The Constant Velocity Joint provides for the transfer of rotational energy through a variable angular displacement as provided by conventional constant velocity joints, but with multiple enhanced features.
Inventor Alasdair William Michael MacDonald of Surrey, BC has created an apparatus that provides for the transfer of rotational energy through a variable angular displacement as provided by conventional constant velocity joints, but with multiple enhanced features.
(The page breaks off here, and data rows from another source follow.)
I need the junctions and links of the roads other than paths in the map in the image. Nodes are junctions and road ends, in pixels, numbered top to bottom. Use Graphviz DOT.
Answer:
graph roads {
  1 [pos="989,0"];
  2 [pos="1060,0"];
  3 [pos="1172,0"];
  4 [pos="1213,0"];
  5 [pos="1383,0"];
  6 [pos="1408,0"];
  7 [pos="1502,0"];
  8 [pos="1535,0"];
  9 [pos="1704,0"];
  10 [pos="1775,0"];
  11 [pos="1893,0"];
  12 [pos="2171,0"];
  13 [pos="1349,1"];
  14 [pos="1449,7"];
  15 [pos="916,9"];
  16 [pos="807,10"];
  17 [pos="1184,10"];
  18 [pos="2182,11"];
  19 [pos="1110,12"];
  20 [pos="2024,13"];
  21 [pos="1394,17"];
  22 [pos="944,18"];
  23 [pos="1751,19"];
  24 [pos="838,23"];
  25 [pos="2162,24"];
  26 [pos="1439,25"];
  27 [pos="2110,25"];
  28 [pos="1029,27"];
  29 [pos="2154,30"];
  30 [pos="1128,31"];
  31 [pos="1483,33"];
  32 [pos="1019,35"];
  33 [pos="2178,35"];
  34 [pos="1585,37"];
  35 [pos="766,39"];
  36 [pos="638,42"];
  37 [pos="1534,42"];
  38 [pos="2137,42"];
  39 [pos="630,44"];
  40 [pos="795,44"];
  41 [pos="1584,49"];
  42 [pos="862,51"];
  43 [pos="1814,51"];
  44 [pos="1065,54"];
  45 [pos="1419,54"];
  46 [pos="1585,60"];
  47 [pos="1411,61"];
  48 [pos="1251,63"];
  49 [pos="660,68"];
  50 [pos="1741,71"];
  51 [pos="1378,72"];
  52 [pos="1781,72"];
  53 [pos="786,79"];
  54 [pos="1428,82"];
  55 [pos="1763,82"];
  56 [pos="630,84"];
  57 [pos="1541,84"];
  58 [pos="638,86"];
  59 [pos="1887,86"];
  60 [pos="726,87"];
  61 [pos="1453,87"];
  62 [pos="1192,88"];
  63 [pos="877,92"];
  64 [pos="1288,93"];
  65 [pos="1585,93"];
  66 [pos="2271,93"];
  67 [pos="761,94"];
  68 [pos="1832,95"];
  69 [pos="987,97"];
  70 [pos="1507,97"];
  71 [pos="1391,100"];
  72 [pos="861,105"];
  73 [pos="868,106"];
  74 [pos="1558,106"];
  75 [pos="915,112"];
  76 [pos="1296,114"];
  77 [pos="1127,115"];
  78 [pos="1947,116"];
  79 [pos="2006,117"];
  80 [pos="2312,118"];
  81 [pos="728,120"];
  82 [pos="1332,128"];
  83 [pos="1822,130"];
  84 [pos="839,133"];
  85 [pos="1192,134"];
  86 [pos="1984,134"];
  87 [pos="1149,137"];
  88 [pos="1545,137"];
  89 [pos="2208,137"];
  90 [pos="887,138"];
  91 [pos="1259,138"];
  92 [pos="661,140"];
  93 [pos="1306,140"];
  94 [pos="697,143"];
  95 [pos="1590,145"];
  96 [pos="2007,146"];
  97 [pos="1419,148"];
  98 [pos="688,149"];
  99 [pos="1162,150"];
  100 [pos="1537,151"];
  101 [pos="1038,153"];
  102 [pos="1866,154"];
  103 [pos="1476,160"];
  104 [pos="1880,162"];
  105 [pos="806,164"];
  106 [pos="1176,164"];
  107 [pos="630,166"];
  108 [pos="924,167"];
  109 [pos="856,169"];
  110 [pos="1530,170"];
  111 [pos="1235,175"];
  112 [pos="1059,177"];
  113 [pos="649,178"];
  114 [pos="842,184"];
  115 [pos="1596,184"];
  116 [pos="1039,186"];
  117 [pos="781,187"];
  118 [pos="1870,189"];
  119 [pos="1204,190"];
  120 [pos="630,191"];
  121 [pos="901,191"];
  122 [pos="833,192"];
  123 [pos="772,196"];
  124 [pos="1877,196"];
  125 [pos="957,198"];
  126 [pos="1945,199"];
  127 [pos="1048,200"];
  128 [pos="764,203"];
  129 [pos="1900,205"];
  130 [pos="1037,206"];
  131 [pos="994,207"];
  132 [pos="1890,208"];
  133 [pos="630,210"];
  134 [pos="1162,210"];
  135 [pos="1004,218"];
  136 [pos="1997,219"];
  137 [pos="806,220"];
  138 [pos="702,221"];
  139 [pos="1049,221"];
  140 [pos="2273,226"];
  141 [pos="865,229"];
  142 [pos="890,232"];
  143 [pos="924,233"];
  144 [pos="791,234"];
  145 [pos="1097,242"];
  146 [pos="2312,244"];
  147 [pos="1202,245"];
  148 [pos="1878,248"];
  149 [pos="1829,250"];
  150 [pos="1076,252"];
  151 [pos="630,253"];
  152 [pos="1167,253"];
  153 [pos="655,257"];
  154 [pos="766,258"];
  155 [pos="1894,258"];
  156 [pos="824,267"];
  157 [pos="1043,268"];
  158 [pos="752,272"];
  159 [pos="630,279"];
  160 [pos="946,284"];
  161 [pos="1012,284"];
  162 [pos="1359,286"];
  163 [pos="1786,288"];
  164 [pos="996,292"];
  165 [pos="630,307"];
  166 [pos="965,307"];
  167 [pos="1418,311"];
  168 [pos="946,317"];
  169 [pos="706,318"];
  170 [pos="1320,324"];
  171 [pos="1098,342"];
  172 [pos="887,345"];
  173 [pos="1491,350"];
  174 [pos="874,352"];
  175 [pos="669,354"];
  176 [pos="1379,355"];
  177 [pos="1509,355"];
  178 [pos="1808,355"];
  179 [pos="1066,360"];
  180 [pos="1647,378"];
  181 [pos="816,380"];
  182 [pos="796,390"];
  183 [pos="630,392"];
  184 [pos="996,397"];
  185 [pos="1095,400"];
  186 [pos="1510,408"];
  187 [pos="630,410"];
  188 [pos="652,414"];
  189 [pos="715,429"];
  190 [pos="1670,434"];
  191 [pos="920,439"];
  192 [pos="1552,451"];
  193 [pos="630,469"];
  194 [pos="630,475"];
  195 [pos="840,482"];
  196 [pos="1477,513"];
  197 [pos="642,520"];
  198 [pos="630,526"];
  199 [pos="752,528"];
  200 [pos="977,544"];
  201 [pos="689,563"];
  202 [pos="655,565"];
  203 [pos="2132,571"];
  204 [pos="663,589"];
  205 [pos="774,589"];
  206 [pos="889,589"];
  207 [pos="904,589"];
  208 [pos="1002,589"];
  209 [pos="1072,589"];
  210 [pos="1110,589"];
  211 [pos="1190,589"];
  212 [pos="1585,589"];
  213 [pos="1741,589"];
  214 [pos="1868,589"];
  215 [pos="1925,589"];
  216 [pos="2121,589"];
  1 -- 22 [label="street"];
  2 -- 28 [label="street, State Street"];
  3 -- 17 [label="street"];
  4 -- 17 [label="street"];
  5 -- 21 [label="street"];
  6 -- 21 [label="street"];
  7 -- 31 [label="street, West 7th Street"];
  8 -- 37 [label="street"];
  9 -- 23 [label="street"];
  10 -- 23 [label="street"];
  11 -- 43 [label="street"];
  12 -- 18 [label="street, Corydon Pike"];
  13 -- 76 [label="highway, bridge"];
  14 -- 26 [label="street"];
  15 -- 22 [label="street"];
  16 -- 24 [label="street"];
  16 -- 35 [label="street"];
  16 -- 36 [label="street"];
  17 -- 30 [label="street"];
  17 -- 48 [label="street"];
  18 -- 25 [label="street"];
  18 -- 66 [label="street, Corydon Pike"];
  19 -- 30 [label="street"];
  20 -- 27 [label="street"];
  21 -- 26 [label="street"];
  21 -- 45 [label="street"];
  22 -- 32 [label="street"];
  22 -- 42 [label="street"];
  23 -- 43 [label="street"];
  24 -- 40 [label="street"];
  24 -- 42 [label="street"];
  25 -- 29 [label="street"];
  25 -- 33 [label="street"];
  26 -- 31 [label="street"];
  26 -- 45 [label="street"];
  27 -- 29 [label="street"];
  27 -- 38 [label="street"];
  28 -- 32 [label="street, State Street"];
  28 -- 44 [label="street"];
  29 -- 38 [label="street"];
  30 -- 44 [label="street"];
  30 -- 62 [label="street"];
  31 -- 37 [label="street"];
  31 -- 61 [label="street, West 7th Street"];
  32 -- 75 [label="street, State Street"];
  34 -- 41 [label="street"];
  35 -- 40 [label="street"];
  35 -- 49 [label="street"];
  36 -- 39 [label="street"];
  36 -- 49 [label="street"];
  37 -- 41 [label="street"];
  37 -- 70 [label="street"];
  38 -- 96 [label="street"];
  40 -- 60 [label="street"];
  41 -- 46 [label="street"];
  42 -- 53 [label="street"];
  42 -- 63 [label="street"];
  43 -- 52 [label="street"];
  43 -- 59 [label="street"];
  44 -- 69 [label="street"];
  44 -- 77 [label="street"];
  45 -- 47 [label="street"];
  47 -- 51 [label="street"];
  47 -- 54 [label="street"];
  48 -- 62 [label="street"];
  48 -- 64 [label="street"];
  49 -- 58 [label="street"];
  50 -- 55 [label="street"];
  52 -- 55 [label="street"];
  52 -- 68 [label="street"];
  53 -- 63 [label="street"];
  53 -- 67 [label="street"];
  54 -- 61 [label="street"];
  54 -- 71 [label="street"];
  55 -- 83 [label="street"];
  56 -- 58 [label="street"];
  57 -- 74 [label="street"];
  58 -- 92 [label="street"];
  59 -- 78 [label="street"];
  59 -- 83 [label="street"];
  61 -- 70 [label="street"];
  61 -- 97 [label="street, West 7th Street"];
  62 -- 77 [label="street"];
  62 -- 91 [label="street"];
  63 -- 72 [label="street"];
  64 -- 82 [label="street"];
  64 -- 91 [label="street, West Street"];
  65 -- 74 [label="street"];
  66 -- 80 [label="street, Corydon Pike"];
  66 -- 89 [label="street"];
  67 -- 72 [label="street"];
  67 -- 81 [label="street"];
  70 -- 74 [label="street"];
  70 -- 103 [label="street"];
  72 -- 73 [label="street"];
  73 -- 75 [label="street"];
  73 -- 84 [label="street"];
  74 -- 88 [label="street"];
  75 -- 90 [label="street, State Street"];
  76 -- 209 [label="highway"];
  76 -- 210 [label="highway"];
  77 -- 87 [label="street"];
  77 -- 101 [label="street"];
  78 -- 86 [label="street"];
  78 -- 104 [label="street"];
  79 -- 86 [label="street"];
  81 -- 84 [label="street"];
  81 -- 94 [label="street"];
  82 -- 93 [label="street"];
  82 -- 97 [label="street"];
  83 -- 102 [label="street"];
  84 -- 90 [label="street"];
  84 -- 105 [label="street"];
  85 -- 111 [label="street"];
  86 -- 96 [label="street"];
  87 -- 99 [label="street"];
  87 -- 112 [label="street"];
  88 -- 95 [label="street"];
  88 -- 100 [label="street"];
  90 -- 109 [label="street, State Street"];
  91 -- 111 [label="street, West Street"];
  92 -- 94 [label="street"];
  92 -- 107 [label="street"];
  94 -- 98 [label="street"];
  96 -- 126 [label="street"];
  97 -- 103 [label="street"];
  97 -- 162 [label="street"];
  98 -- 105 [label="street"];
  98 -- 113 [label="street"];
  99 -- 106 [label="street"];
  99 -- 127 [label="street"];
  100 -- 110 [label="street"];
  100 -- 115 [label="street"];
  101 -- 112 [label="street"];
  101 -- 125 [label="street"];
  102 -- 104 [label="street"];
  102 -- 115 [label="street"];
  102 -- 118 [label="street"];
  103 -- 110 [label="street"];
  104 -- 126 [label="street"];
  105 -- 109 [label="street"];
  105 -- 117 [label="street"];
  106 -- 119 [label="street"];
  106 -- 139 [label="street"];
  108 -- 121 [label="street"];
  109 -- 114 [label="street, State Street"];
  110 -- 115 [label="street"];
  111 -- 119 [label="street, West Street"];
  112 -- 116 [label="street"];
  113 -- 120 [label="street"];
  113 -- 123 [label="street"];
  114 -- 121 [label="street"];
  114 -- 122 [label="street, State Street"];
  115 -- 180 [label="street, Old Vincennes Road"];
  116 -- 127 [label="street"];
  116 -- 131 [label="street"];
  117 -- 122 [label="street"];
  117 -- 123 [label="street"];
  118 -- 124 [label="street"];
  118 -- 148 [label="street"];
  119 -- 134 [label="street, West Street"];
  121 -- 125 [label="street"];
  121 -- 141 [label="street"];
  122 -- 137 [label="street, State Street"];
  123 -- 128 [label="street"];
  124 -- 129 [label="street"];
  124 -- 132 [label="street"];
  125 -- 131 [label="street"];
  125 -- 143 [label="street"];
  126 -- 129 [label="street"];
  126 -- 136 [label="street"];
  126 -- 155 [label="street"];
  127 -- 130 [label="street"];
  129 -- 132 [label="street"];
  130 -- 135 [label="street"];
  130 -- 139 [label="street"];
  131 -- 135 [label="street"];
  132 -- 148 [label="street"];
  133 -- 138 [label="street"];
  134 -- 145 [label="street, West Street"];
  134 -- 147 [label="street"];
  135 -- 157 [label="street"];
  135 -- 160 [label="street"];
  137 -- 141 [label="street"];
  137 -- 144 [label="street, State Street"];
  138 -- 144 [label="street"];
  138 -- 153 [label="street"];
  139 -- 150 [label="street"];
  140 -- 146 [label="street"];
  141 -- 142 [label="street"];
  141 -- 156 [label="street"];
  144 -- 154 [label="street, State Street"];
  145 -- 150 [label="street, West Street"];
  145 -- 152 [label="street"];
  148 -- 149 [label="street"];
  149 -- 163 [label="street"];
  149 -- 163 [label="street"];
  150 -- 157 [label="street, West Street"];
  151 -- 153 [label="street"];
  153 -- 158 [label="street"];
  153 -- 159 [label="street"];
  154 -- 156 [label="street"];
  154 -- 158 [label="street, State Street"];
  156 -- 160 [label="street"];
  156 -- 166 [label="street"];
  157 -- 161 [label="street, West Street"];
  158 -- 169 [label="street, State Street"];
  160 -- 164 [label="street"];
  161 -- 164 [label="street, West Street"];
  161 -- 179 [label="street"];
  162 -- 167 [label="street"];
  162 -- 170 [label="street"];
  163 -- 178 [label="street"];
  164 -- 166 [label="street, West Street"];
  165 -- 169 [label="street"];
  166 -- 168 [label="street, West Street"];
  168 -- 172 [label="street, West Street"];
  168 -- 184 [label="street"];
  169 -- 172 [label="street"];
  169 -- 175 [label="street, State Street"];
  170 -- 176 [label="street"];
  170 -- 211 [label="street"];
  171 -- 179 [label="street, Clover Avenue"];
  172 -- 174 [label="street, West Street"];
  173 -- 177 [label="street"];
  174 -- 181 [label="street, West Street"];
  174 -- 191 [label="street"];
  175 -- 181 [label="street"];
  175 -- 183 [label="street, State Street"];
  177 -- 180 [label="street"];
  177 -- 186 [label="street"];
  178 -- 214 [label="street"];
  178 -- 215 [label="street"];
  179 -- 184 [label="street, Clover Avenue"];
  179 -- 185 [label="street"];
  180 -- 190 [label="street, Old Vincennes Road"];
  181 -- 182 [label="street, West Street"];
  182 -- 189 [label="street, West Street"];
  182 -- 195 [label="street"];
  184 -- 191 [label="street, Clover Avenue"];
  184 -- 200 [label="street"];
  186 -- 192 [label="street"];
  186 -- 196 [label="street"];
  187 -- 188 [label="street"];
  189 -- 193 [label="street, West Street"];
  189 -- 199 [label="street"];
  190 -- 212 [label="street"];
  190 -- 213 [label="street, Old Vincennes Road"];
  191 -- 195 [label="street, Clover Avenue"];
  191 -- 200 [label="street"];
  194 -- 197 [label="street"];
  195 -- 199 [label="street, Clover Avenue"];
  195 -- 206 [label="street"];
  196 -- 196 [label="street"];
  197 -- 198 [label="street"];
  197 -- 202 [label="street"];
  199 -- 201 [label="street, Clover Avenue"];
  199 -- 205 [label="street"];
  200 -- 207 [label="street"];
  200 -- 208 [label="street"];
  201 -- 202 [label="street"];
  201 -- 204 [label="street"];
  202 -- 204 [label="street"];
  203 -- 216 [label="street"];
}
Constant velocity joints are commonly used to transmit rotational energy through a variable angle displacement while keeping the load at a constant rotational speed. They are often seen in the drive train of both front and rear wheel drive vehicles. Such an application allows free travel range of the wheels, axles, and differentials while the engine and transmission remain relatively stationary with respect to the frame of the vehicle. While such constant velocity joints have worked well for generations, they are not without their fault. Their flexible nature typically requires operation inside of a flexible boot to retain lubrication, and keep out contaminants. Unfortunately, these boots are subject to frequent failure and costly replacement. Additionally, constant velocity joints based on current technology are somewhat large and complicated, making them expensive to produce. They are also expensive to operate when one considers the negative impact weight has on mileage performance of motor vehicles. Inventor MacDonald has created a means by which the constant velocity joint can be improved to address these issues.
This clever new invention is provided with enhanced properties. It is more efficient and reduces failures. It is simple to maintain and service. There are fewer moving parts. The use of the Constant Velocity Joint provides an alternative design to conventional constant velocity joints that is also more efficient, and cost effective to build and operate.